類は友を呼ぶ?
第5話 披露
3日後。ブライダルファッションの披露会が都内にある多目的ホールで行われている。ブライダルファッションを取り扱う13の企業が参加するファッションショー。来美の経営する【フロンティアドレッサー】と他の企業との合同企画で行われていた。
一般客やメディアを招き、自社のドレスをアピールするチャンス。世間への周知が不足している企業にとって、こういう場は有効に活用したいはずだ。

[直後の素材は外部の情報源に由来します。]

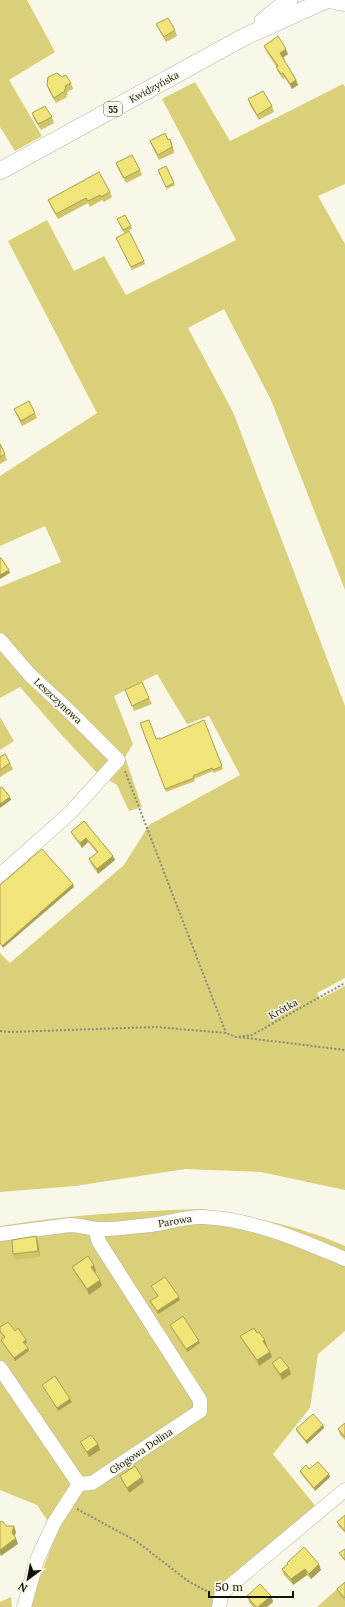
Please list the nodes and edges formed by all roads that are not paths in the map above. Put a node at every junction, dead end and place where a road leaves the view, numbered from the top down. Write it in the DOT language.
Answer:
graph roads {
  1 [pos="289,0"];
  2 [pos="326,0"];
  3 [pos="332,0"];
  4 [pos="345,3"];
  5 [pos="244,37"];
  6 [pos="0,171"];
  7 [pos="0,640"];
  8 [pos="0,875"];
  9 [pos="95,1229"];
  10 [pos="0,1234"];
  11 [pos="345,1259"];
  12 [pos="0,1368"];
  13 [pos="79,1484"];
  14 [pos="345,1490"];
  15 [pos="219,1603"];
  16 [pos="24,1607"];
  1 -- 5 [label="main road, 55"];
  2 -- 5 [label="main road, 55"];
  3 -- 4 [label="main road"];
  5 -- 6 [label="main road, Kwidzyńska / 55"];
  7 -- 8 [label="street, Leszczynowa"];
  9 -- 10 [label="street, Parowa"];
  9 -- 11 [label="street, Parowa"];
  9 -- 13 [label="street, Głogowa Dolina"];
  12 -- 13 [label="street"];
  13 -- 16 [label="street"];
  14 -- 15 [label="street"];
}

集客は上々。ランウェイを歩くモデルにスポットライトが浴びせられ、企業の様々なドレスや白無垢がお披露目されている。ファッション誌で有名なモデルやタレントにも参加してもらったお陰で反応もいい。その代わり、なかなかの出費になってしまった。
元を取れるかどうかは今後の売れ行き次第。
☆ ☆ ☆ ☆ ☆
1時間半のファッションショーは無事に終わった。
関わっていただいた関係者の方々への謝辞を終え、衣装の運び出しだけになり、少しだけ息つける時間。来美はエントランスホールの椅子で少しゆっくりしようと、近くの自動販売機で買った温かいコーヒーを飲む。
「盛況は上々のようですねぇ」
隣のテーブル席についていた男を視界に捉えた。こちらに視線が向いている。
「ありがとうございます」
男は短髪で老け顔。口周りに髭を生やしている。
顔に覚えはなかったが、関係者だと思ってお礼を言う。
「結婚をボロクソ言ってた女が、ブライダルファッションをやってるとは」
来美は目を
自分の結婚の価値観を知っているのは親しい友人だけだった。面識のない男が知るはずはない。
「なんなんですか?あなた」
来美は嫌悪感を交えて聞く。
「違う会場で講演会してたんだよ。そしたら偶然、あの居酒屋でやさぐれた女をみかけて、ちょっと覗いたらドレスのファッションショーやってるし、近くの人に聞いたら、その女がブライダルファッションの女社長っくっ!笑いを堪えるのに必死だった」
男は口を隠しているが、目がもう笑っている。
「私が何をしてようがどうでもよくないですか!?」
「ああ、どうでもいい。ただ笑えたっていう感想を言いに来ただけだから」
「言いに来なくて結構です」
来美は冷たく言い放つ。
「来美さん、準備できました」
来美の会社の従業員が報告に来た。
「んじゃ、俺は行くから、せいぜい頑張って」
馬鹿にしたような激励を投げ、男は去っていく。
「お知り合いですか?」
従業員はおずおずと聞いた。
「あぁ、近くの会場で講演会やってた人。今日初めて会っただけだから」
「そうなんですか」
「行きましょう」
「はい」
女性従業員と来美は裏口へと向かう。
その間、通路では多くの人が行き交い、会場の片づけや次の会場準備に追われている光景が入ってくる。
キャスター付きの看板を持った作業員が追い越していく。その看板に『生物としての人間とは 生物学教授 鷹野喜代彦』と書かれていた。
来美はその看板を睨みつけながら見送った。